“Another approach is to just tell a story. It’s such a simple solution, so obvious and unsophisticated, that we often forget that it’s available to us. But narrative is the oldest and most compelling method of holding someone’s attention; everyone wants to be told a story. Always look for ways to convey your information in narrative form.”
(William Zinsser in his book On Writing Well)
Think of your favourite stories – fiction or non-fiction – and how they grab your attention and leave an impression.
(I’m still looking for a better way to store my favourite story lines, either in my head or on my computer, so I can go over the best bits and revisit them forever.)
How often have you read one about human struggle climaxing with triumph over adversity?
For example, a feature story about a new skin product, devised in desperation because of a child’s eczema by an unlikely hero. In this case, a fatigued mum with no background in healing serums.

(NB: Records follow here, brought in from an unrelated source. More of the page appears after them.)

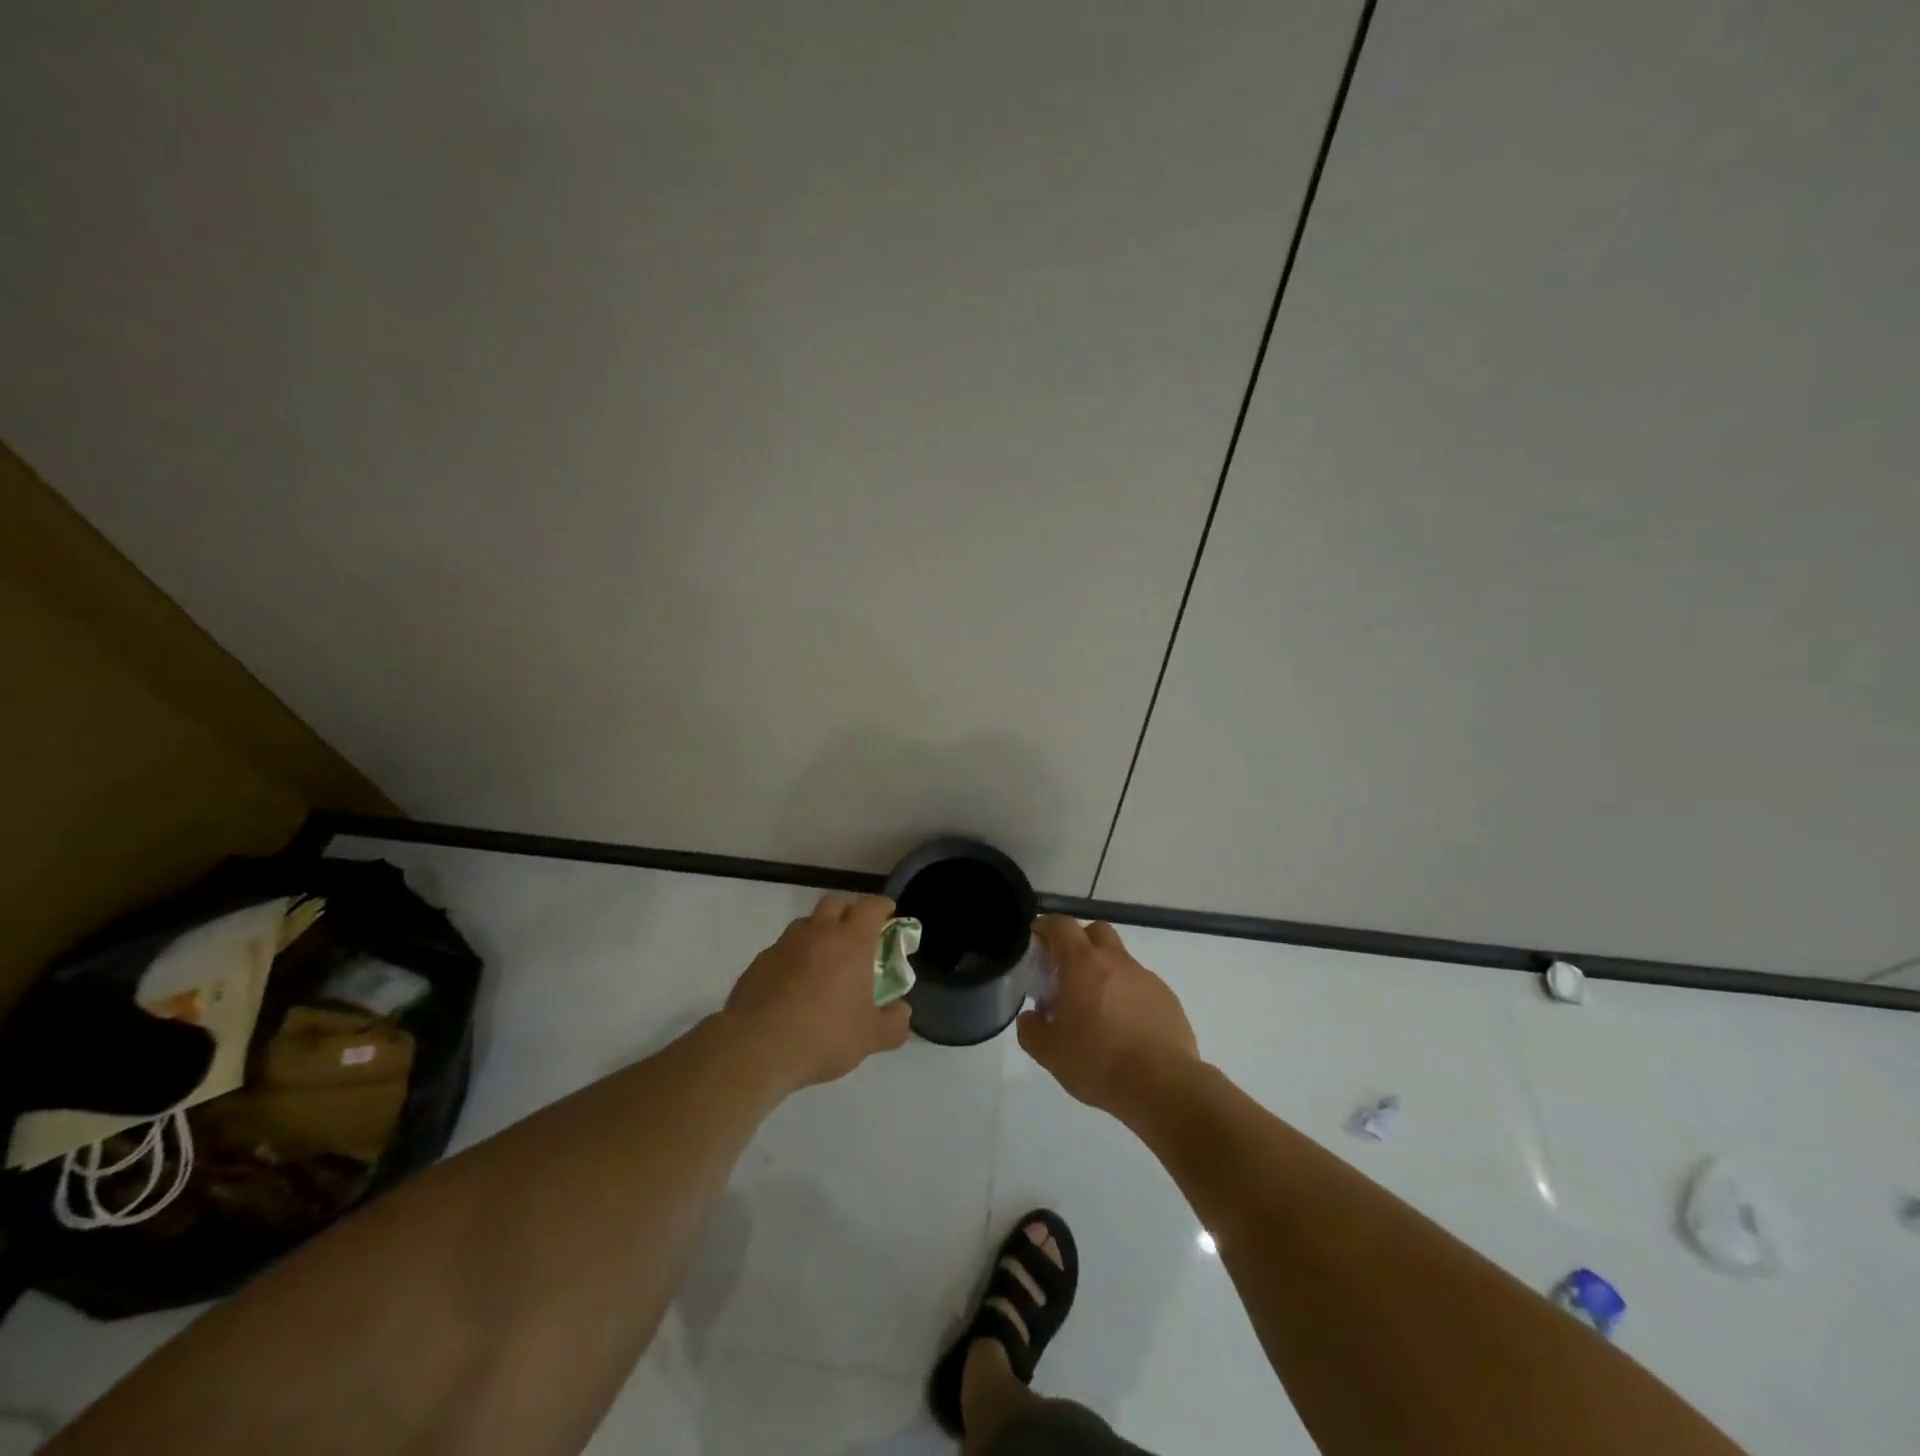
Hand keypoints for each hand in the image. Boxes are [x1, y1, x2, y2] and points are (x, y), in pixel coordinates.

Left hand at [726, 893, 910, 1090]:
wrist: (756, 1049)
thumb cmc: (823, 1036)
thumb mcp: (871, 1038)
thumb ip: (894, 1023)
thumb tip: (901, 1012)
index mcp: (851, 942)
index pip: (871, 907)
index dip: (882, 907)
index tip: (888, 915)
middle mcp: (817, 934)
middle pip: (835, 903)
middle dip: (848, 912)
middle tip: (856, 935)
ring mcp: (784, 946)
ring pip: (805, 924)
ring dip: (819, 932)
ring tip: (824, 960)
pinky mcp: (758, 963)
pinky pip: (782, 949)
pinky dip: (793, 957)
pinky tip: (794, 985)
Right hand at [1018, 916, 1198, 1115]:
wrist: (1163, 1086)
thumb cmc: (1099, 1062)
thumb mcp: (1050, 1053)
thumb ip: (1031, 1030)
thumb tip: (1031, 1018)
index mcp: (1082, 965)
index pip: (1061, 925)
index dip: (1046, 926)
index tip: (1037, 938)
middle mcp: (1115, 961)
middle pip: (1095, 931)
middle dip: (1078, 941)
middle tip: (1067, 971)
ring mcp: (1145, 977)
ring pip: (1120, 959)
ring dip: (1104, 971)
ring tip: (1096, 1008)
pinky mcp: (1167, 998)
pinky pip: (1140, 985)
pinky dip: (1127, 994)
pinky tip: (1125, 1027)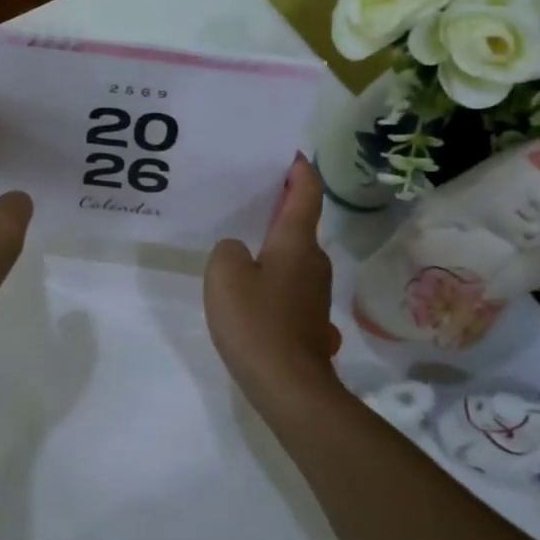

It is tailored to a specific audience, and the goal is to, firstly, generate interest and, secondly, inspire action.
The strong emotional connection motivates people to make an enquiry or, even better, to search for the product and buy it.
Our brains are attracted to such stories.
The neuroscience explains why: character-driven stories with emotional content provide a better understanding of the key points and result in improved recalls weeks later.
These elements make information persuasive and memorable.
And the most memorable stories use storytelling to connect with readers and make important things interesting.
Feature stories: connecting with people
My favourite feature stories are either bookmarked or emailed to myself, while the hard copies get chucked in an orange fruit box near my desk.
It’s where I keep samples of writing I admire, or have read and loved.
Some stand out, like one about scone recipes from a food writer who has been unable to review restaurants for much of the year because of COVID restrictions.
Another is a story describing how more than four million people in Australia live with a disability.
Some 2.1 million are of working age, including a wheelchair-bound man from the Gold Coast who is profiled.
The writer shows his routine to get ready for work. The people involved. The challenges and frustrations.
It’s filled with descriptive language and tells a deeply personal story of life in a wheelchair.
It’s from early 2019 yet I still remember the story.
It’s powerful, emotional and beautifully written.
But if it had simply stated the facts, without sharing the story, I wouldn’t have connected so strongly.
Fiction: connecting with characters
During this COVID- crazy year, my antidote to stories about coronavirus has been heart-warming fiction.
Often when I get to the end of a journey with a fictional character, the story or some of the passages will sit with me for a day or longer before I have the desire to start another book. I don’t want to let go. I like to revisit scenes or phrases that resonated strongly.
The books I want to remember long after I’ve finished reading have interesting characters or narratives, or well-written words that help move the story forward.
And they’re the ones that have me searching for book sequels or other works by the same writer, in the hope to encounter again whatever made the novel so enjoyable.
Business stories: connecting with clients
This approach to writing can be used by businesses to share its purpose using stories and bring products and services to life in a highly engaging way.
By describing how it helps fix client struggles and overcomes their pain points, the challenge becomes the driving force of the story, culminating with the solution.
With an interesting hook and clear structure, a business can show current and prospective clients what this looks like for them and what to expect from the product or service.
Leaders can also build trust with stories for clients and staff.
Such as a column in an e-newsletter with personal anecdotes and tales of family life or travel.
And Melburnians who talk about footy will connect with readers – or repel them – before touching on strategic goals.
Make your stories stick
You are more likely to engage with information in a story than facts or figures.
Examples of stories are everywhere.
Business leaders tell stories to inspire staff.
Entrepreneurs share their journey of failure and success.
Books about grit are transformed into movies that are retold in various ways for different audiences.
Podcasts. Fiction. Feature stories. Obituaries. Celebrity cookbooks.
The list goes on.
If you write stories, use storytelling techniques to make them memorable.
Build interest, trust and connect with your readers.
And when you read stories, gobble up the parts that make them interesting, such as the hook, the narrative or characters, and learn from them.
The more widely you read, the more familiar you will become with storytelling techniques and how to adapt them for your own work.